Excerpts from a dataset

┏━━

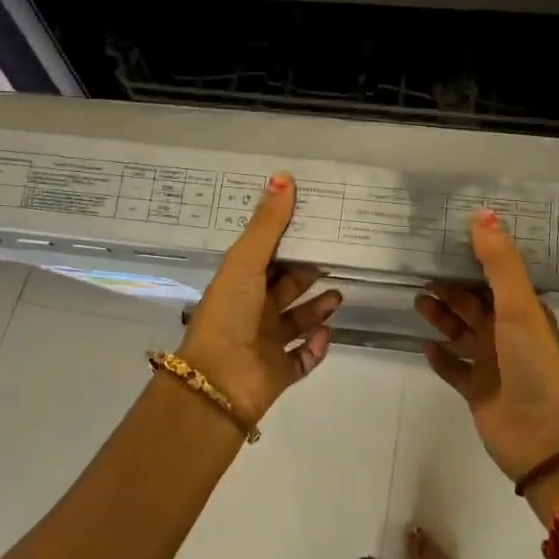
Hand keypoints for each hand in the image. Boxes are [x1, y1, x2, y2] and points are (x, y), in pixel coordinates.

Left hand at [178, 174, 341, 426]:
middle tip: (339, 258)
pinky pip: (304, 357)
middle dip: (310, 275)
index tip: (318, 225)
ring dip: (319, 309)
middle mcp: (252, 312)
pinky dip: (317, 346)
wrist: (218, 383)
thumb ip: (267, 224)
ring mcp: (266, 344)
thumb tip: (284, 175)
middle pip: (286, 288)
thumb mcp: (245, 262)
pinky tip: (327, 333)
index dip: (290, 242)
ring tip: (340, 295)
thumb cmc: (229, 314)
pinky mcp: (280, 372)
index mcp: (239, 284)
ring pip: (299, 321)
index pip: (268, 258)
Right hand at [416, 209, 558, 480]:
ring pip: (461, 333)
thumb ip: (498, 261)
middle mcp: (507, 334)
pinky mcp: (477, 390)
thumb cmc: (531, 363)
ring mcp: (491, 364)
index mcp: (522, 312)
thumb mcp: (518, 306)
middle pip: (473, 304)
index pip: (494, 278)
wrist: (540, 435)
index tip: (445, 241)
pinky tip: (423, 345)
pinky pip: (453, 368)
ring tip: (417, 301)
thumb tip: (482, 212)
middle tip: (419, 271)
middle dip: (450, 288)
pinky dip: (440, 356)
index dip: (472, 260)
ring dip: (441, 317)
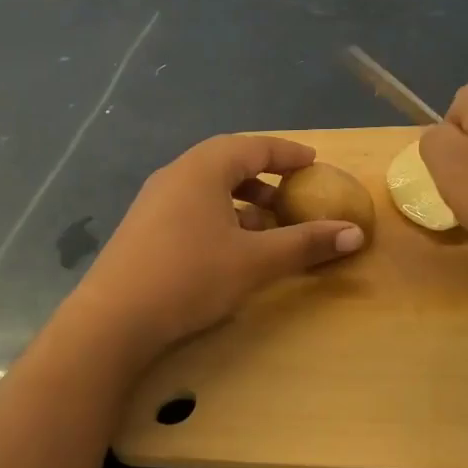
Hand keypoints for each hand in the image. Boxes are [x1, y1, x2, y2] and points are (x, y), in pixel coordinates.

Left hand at [69, 135, 365, 357]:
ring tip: (268, 223)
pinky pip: (191, 205)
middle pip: (228, 161)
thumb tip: (355, 233)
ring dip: (242, 198)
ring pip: (208, 186)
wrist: (112, 320)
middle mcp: (176, 174)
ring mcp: (154, 200)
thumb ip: (305, 243)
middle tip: (293, 189)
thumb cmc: (189, 277)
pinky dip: (220, 214)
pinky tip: (230, 245)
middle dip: (264, 174)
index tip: (313, 161)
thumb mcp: (255, 261)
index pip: (253, 146)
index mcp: (203, 169)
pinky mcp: (144, 227)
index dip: (287, 153)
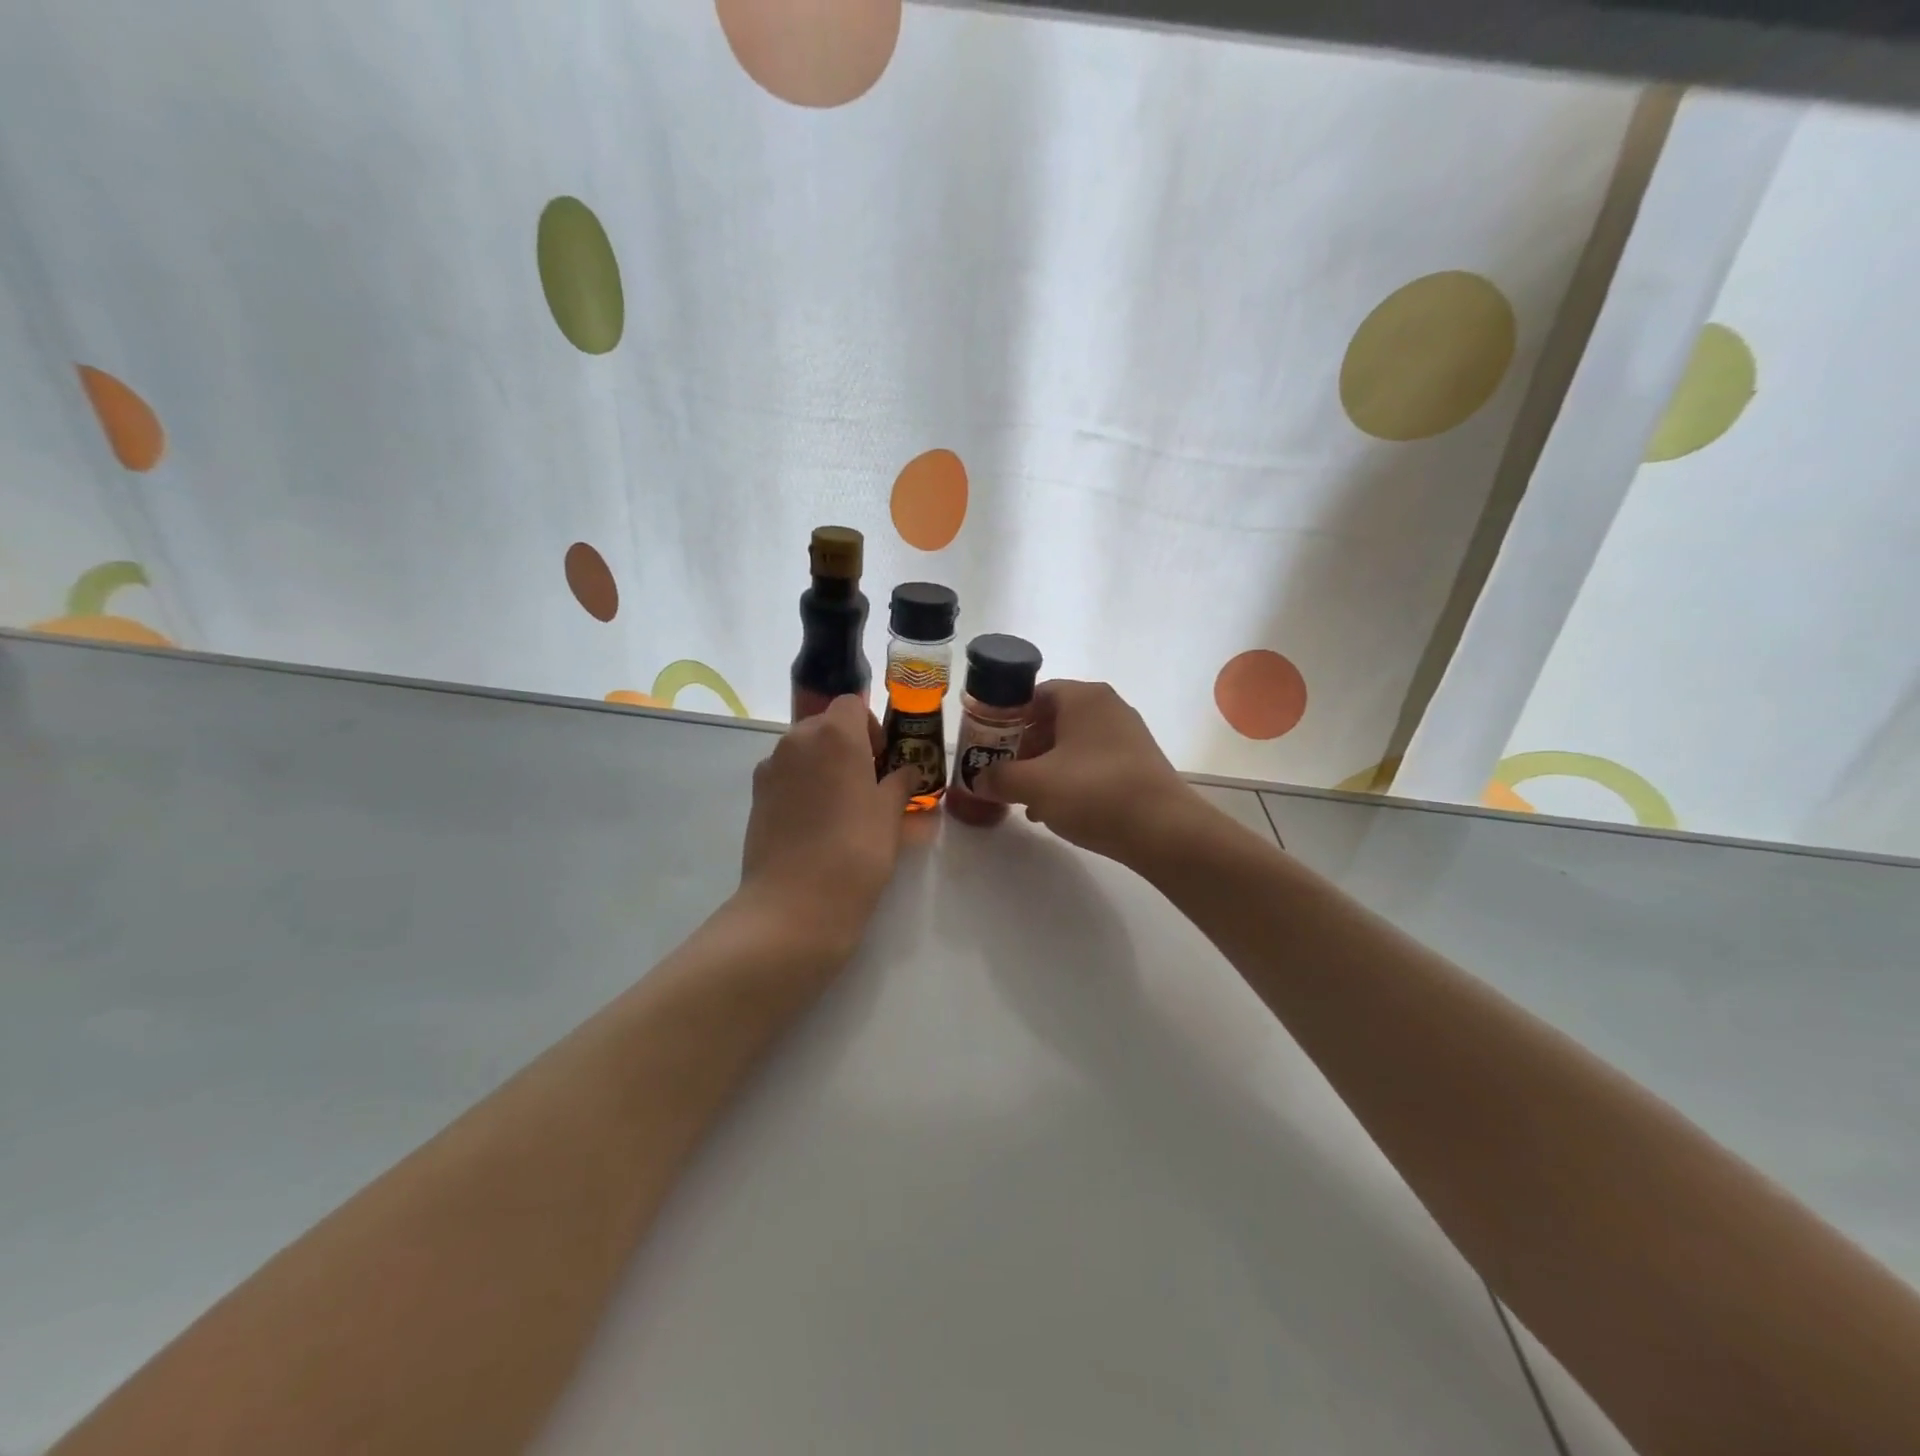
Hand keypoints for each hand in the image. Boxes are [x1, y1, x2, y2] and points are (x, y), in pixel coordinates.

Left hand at [738, 694, 918, 956]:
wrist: (795, 903)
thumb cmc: (855, 851)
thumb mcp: (890, 815)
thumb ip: (899, 783)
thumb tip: (906, 771)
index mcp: (835, 735)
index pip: (852, 704)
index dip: (870, 726)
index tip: (881, 759)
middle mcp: (797, 741)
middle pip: (824, 725)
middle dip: (847, 745)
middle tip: (866, 785)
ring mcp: (770, 768)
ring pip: (802, 751)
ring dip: (823, 766)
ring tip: (840, 808)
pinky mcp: (755, 796)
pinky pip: (785, 777)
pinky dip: (801, 787)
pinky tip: (814, 824)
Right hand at [974, 680, 1204, 864]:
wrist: (1164, 830)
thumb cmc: (1093, 792)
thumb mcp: (1033, 784)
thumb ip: (998, 777)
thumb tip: (979, 779)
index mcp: (1083, 697)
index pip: (1032, 695)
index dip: (1004, 718)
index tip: (985, 744)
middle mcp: (1107, 707)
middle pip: (1051, 720)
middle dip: (1022, 747)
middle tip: (1001, 773)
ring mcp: (1126, 736)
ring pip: (1071, 745)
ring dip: (1043, 767)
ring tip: (1022, 797)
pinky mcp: (1137, 764)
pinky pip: (1091, 764)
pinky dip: (1069, 780)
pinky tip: (1053, 809)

┗━━

§ **THE TASK**: Only the lines from the start of the records to the one containing "pinky tip: (814, 824)" should be repeated, exactly and with both ends kept; drop any pictures.

§ **SOLUTION TO THE PROBLEM**:
Hand keypoints for each hand in the image. Boxes are [x1, y1, x2, y2] and points are (x, y), in pixel coordinates.

Left hand at [178, 174, 341, 426]:
middle tip: (339, 258)
pinky pip: (304, 357)
middle dip: (310, 275)
index tip: (318, 225)
ring dip: (319, 309)
middle mcp: (252, 312)
pinky dip: (317, 346)
wrist: (218, 383)
thumb ip: (267, 224)
ring mcp: (266, 344)
thumb tip: (284, 175)
middle pip: (286, 288)
thumb mcp: (245, 262)
pinky tip: (327, 333)
index dip: (290, 242)
ring tip: (340, 295)
thumb cmc: (229, 314)
pinky mcp: (280, 372)
index mcp: (239, 284)
ring pip: (299, 321)
index pip: (268, 258)
Right hand at [416, 209, 558, 480]:
ring pip: (461, 333)
thumb ip: (498, 261)
middle mcp: (507, 334)
pinky mcp: (477, 390)
thumb cmc: (531, 363)
ring mcp: (491, 364)
index mcp: (522, 312)
thumb mcp: (518, 306)
middle pip: (473, 304)
index pip: (494, 278)
wrist: (540, 435)
index tip: (445, 241)
pinky tip: (423, 345)
pinky pip: (453, 368)
ring tip: (417, 301)
thumb tip: (482, 212)
middle tip: (419, 271)
middle dip: (450, 288)
pinky dip: (440, 356)
index dip: (472, 260)
ring dip: (441, 317)
Hand keypoints for each hand in the image. Boxes are [x1, y1, x2, y2] and points are (x, y), in pixel coordinates.

Left hand at [69, 135, 365, 357]:
ring tip: (268, 223)
pinky pip: (191, 205)
middle pip: (228, 161)
thumb tip: (355, 233)
ring dip: (242, 198)
ring pip: (208, 186)
wrist: (112, 320)
middle mcp: (176, 174)
ring mcp: (154, 200)
thumb ip: (305, 243)
middle tip: (293, 189)
thumb cmc: (189, 277)
pinky dip: (220, 214)
pinky tip: (230, 245)
middle dip: (264, 174)
index tip: (313, 161)
thumb mcp: (255, 261)
index pip: (253, 146)
index mcp: (203, 169)
pinky mcp: (144, 227)
index dip: (287, 153)
Hand keypoints for each hand in the image. Boxes are [x1, y1, x2, y2] and points are (x, y), in pixel coordinates.

Left hand at [738, 694, 918, 956]:
wrist: (795, 903)
thumb cmc: (855, 851)
thumb mcp: (890, 815)
thumb ip: (899, 783)
thumb tip: (906, 771)
index mcp: (835, 735)
index pip: (852, 704)
index dip: (870, 726)
index tip: (881, 759)
middle mcp: (797, 741)
middle pip: (824, 725)
middle dip: (847, 745)
middle tip: (866, 785)
ring mcp: (770, 768)
ring pip: (802, 751)
ring dip: (823, 766)
ring tip: (840, 808)
pinky mcp: (755, 796)
pinky pip: (785, 777)
pinky dip: (801, 787)
pinky tip: (814, 824)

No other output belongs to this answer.